There’s still time to nominate local icons for Best of D.C.
With only seven days left until the primary, the District has come down with mayoral race fever, and the only cure is more polls. Two media organizations obliged today, with NBC 4 and the Washington Post both coming out with new numbers that confirm that Muriel Bowser and Vince Gray lead the field. (Washington City Paper and WAMU’s Kojo Nnamdi Show had their own out on Friday, showing a 27-27 tie at the top. More details of that survey will be released tomorrow.)
Bowser has 30 percent of likely voters to Gray’s 27 percent in the Post poll, while the NBC 4/Marist poll puts them at 28 and 26 percent, respectively. Both polls put the two leading challengers within the margin of error of one another.
Gray campaign manager Chuck Thies says he factored a close race into his campaign strategy.”We always expected this election to come down to the wire,” Thies tells LL.
With his candidate gaining on Gray, Bowser campaign manager Bo Shuff claimed vindication for his months-long claim that the race is between two candidates.
“The mayor’s stuck,” Shuff says. “He has a pretty good solid core of folks. It’s not growing at all.”
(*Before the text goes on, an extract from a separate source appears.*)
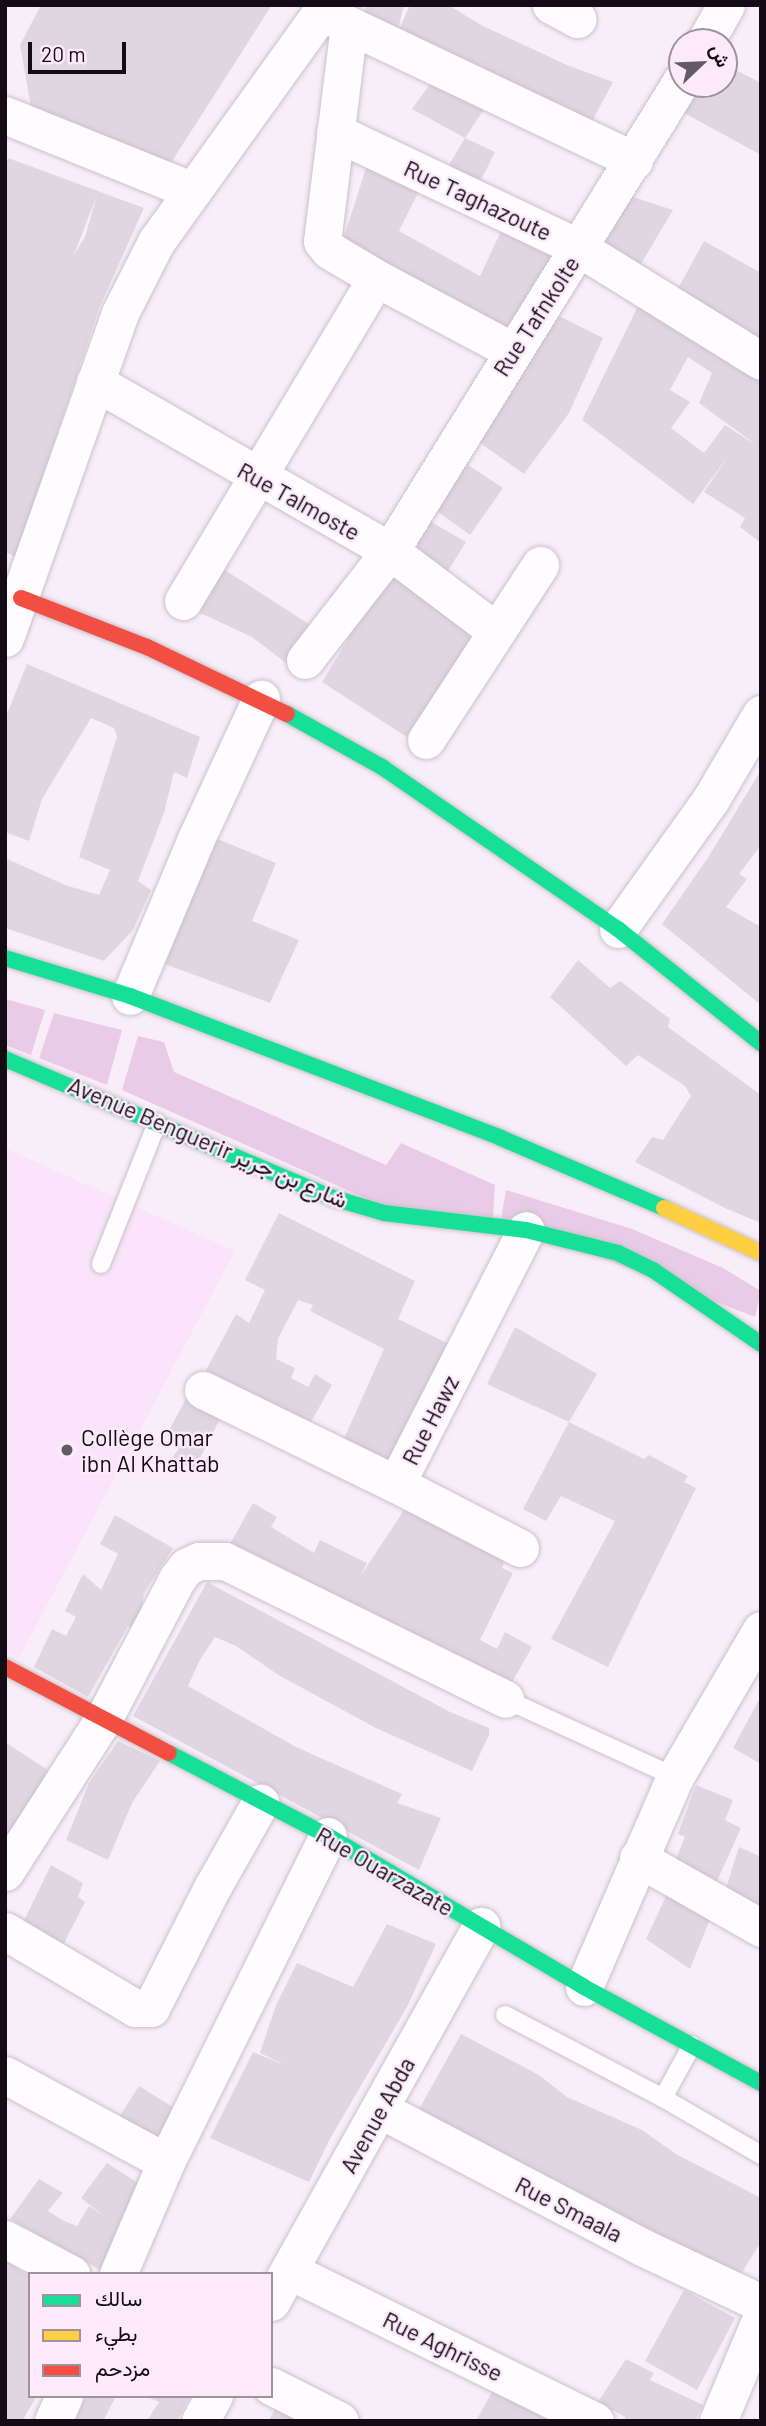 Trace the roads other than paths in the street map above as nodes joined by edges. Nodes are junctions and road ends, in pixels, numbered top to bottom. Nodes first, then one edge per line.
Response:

Tommy Wells came in third in the Post poll with 14 percent, while Jack Evans and Andy Shallal both received 6 percent. Reta Lewis and Vincent Orange both received 3 percent of the vote. In the NBC 4 poll, Wells received 11 percent, Evans 9 percent, Shallal and Orange 4 percent, and Lewis 2 percent.
Both polls also considered candidates’ chances against independent challenger David Catania. Gray and Catania polled at 43 percent and 37 percent in the NBC 4 poll, respectively, while Bowser/Catania came down to 46 percent to Bowser and 26 percent to Catania. The Post poll had similar numbers, with Gray and Catania tied with 41 percent of respondents each and Bowser beating Catania 56 percent to 23 percent.
Catania campaign manager Ben Young blames his boss’s poor showing against Bowser on media focus on Gray during the primary and Bowser’s year-long campaigning.
“It’s a primary on who should not be mayor,” Young says. “And we intend to make it a general on who should be mayor.”